Check out Military.com's coverage of the AFA's Air, Space & Cyber conference.
The S-300 has a range of up to 200 kilometers (125 miles); the S-400 up to 400 kilometers (250 miles). Both systems are designed to target any number of U.S. and NATO aircraft, from bombers to fighters to spy planes.
"Russia has altered the security balance in the Black Sea, Eastern Mediterranean and Middle East by establishing large anti-access/area-denial (A2AD) exclusion zones," Kathleen Weinberger, a researcher with the Washington, D.C.-based Institute for the Study of War, wrote in a recent infographic on the systems.
"Advanced air defense systems create A2AD 'bubbles' that prevent Russia’s opponents from establishing air supremacy in strategically significant theaters," it states. "Russia can use these systems to impede the ability of the U.S. to defend its NATO allies by disrupting the ability of US air forces to access conflict zones in the event of a crisis."
At the conference, Luyt, the Dutch general, added, "I also think cyber plays a very large part in those answers. And I think, from my own experience, it's also worthwhile to educate our land and naval brothers because I notice in my conversations about these kinds of threats … that there's too little awareness in the other domains about what this threat means."
"The fact is that as a land unit or a naval unit, you will operate in contested battlespace," he said. "And what I've noticed is that we have forgotten what it's like to work in contested battlespace because the norm has been operations over Afghanistan … in Africa and even now in the Middle East, [where] it's a totally different situation."

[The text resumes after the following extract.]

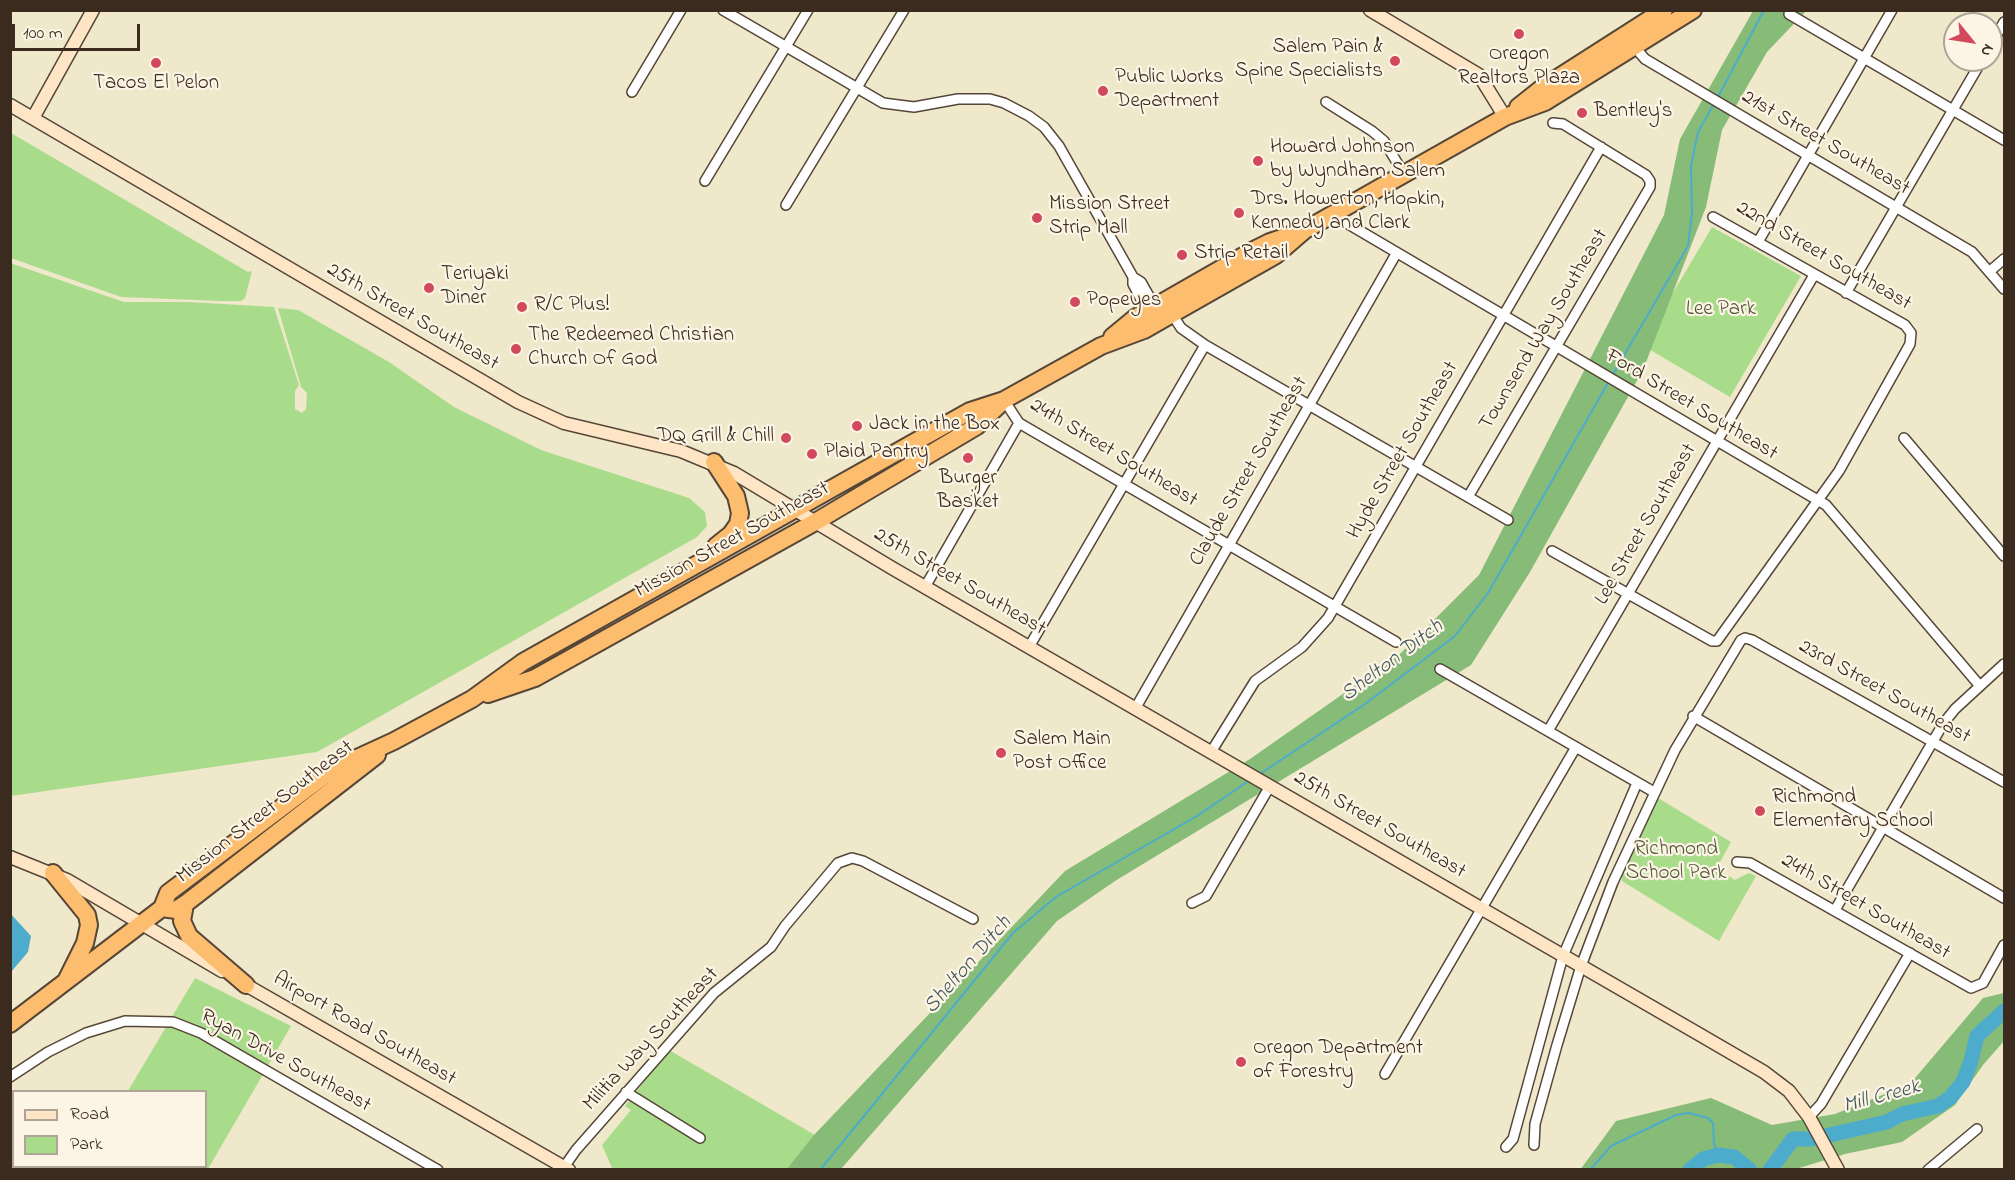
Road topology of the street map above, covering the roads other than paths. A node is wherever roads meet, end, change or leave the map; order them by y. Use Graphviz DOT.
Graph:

Wolters, meanwhile, said the approach U.S. and NATO allies are embracing to the surface-to-air missile threat "boils down to relentless training."
"As long as we continue our relentless approach to training, it will serve as an invaluable deterrent against an aggressive actor to the East that has a tendency to throw some of these systems into the field," he said.
"So I contend that one of our best mitigators in this area has to be the fantastic cooperation that exists with our alliance and the fact that our Nordic region, our Baltic region, our central region and our southern region are all ready to engage in accelerated training against threats that possess the capabilities of S-300s and S-400s," Wolters said.
Nielsen said a long-term answer to the issue of Russia's SAM emplacements will have to be "a Russia that is part of the European community."